*Exercise brief*
Examine the entries and show every line in which the word "points" is found.
++++ Excerpted records ++++
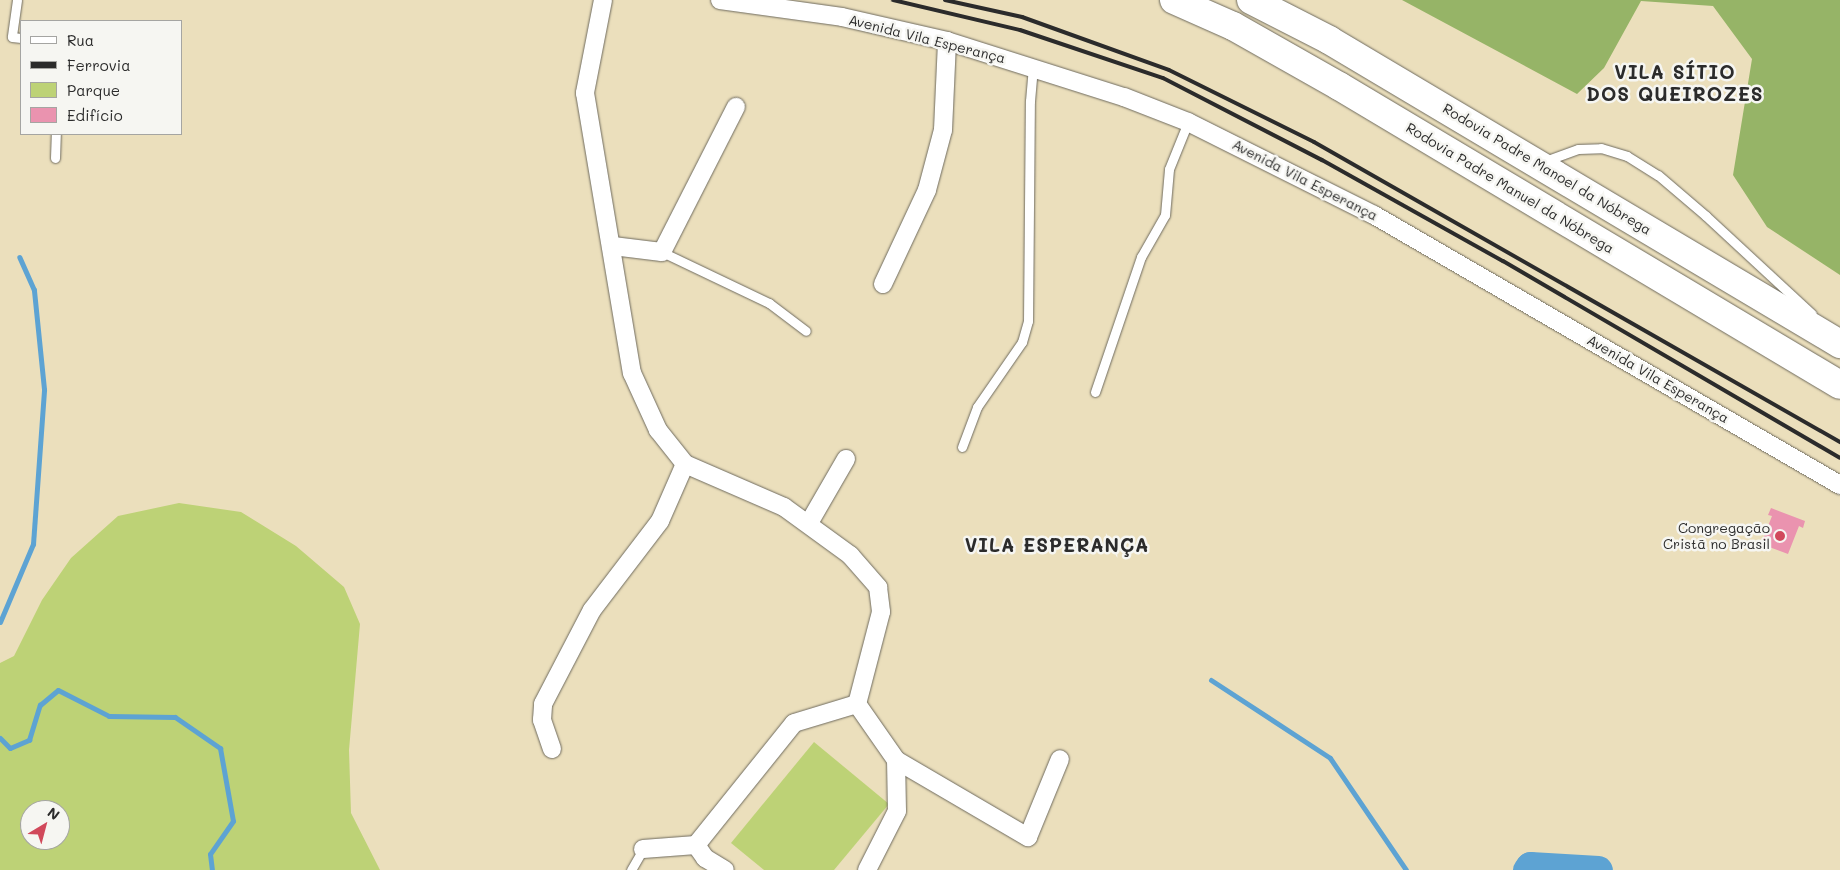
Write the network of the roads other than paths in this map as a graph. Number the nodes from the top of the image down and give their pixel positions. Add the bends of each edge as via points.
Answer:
1 (17, 0) edge
2 (603, 0) edge
3 (720, 0) edge
4 (1174, 0) edge
5 (1251, 0) edge
6 (20, 38) edge
7 (947, 41) junction
8 (1033, 67) junction
9 (736, 107) dead end
10 (1188, 122) junction
11 (56, 135) edge
12 (55, 158) dead end
13 (1538, 164) junction
14 (613, 246) junction
15 (662, 252) junction
16 (883, 284) dead end
17 (806, 331) dead end
18 (1840, 340) edge
19 (1840, 344) edge
20 (1840, 385) edge
21 (1095, 392) dead end
22 (962, 447) dead end
23 (846, 459) dead end
24 (685, 464) junction
25 (1840, 485) edge
26 (809, 523) junction
27 (857, 704) junction
28 (552, 750) dead end
29 (1060, 759) dead end
30 (896, 760) junction
31 (696, 845) junction
32 (643, 849) joint
33 (631, 870) edge
34 (725, 870) edge
35 (867, 870) edge

1 - 6 lane via 12,37
2 - 14 street via 585,93
3 - 7 street, Avenida Vila Esperança via 842,17
4 - 20 highway, Rodovia Padre Manuel da Nóbrega via 1233,26 1339,86
5 - 13 highway, Rodovia Padre Manoel da Nóbrega via 1329,40
7 - 8 street, Avenida Vila Esperança
7 - 16 street via 943,130 927,190
8 - 10 street, Avenida Vila Esperança
8 - 22 lane via 1028,321 1022,342 977,407
9 - 15 street
10 - 21 lane via 1169,169 1166,215 1141,257
10 - 25 street, Avenida Vila Esperança via 1374,215
11 - 12 lane
13 - 18 lane via 1578,150 1601,148 1627,156 1658,175 1706,216
13 - 19 highway, Rodovia Padre Manoel da Nóbrega
14 - 15 street
14 - 24 street via 622,326 632,373 658,430
15 - 17 lane via 769,303
23 - 26 street
24 - 26 street via 784,507
24 - 28 street via 660,521 592,610 543,704 542,720
26 - 27 street via 850,555 878,587 881,612
27 - 30 street
27 - 31 street via 794,723
29 - 30 street via 1028,837
30 - 35 street via 897,810
31 - 32 street
31 - 34 street via 705,858
32 - 33 lane

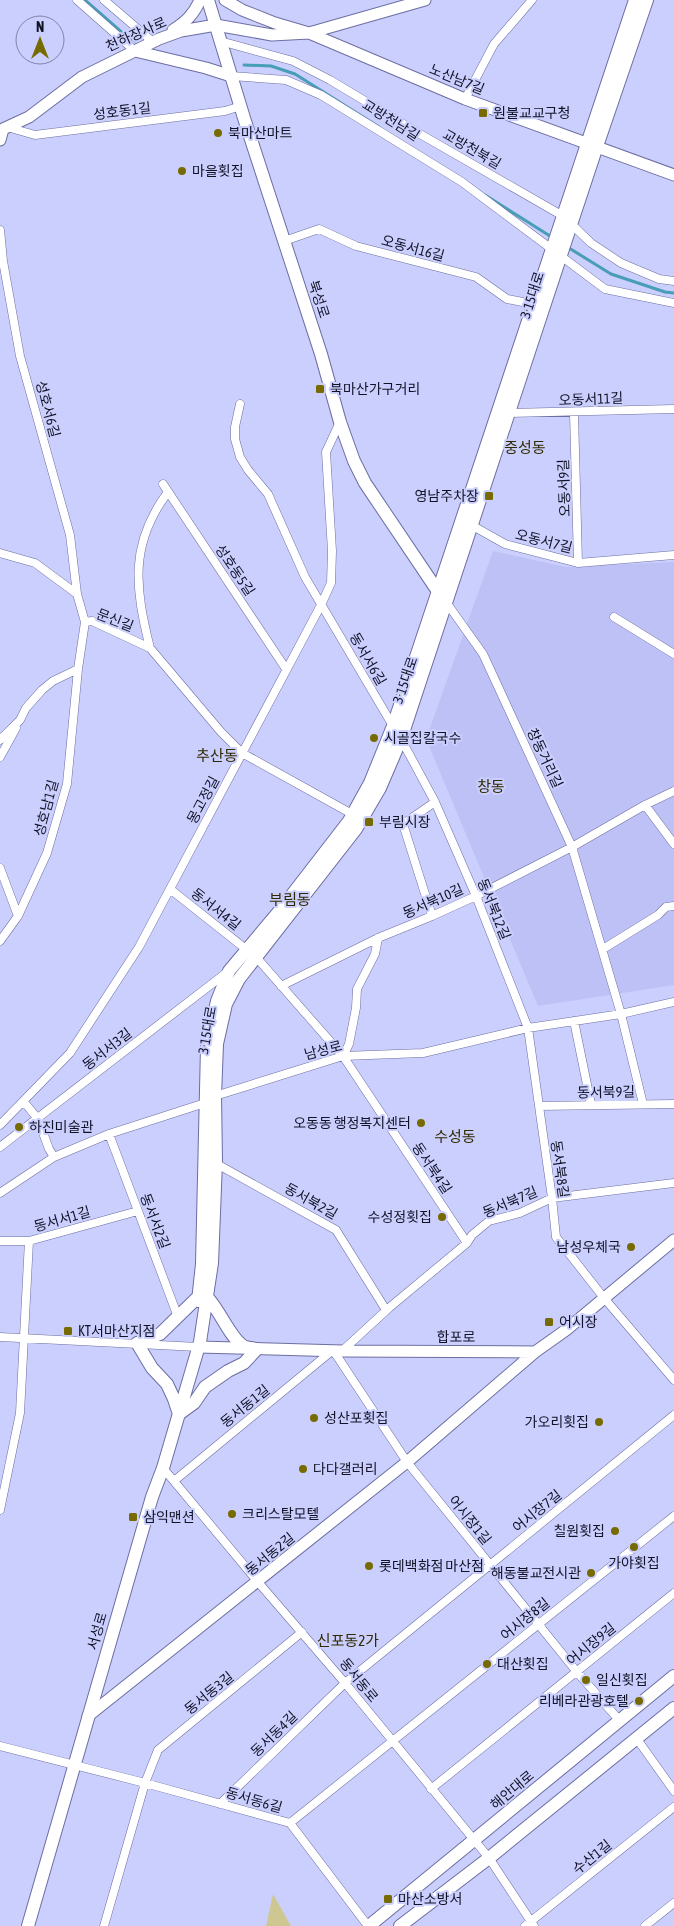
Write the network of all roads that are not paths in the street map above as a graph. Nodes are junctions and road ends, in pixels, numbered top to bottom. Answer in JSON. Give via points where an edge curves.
++++
*Exercise output*
Write the network of the roads other than paths in this map as a graph. Number the nodes from the top of the image down and give their pixel positions. Add the bends of each edge as via points.
Write the network of all roads that are not paths in the street map above as a graph. Nodes are junctions and road ends, in pixels, numbered top to bottom. Answer in JSON. Give via points where an edge curves.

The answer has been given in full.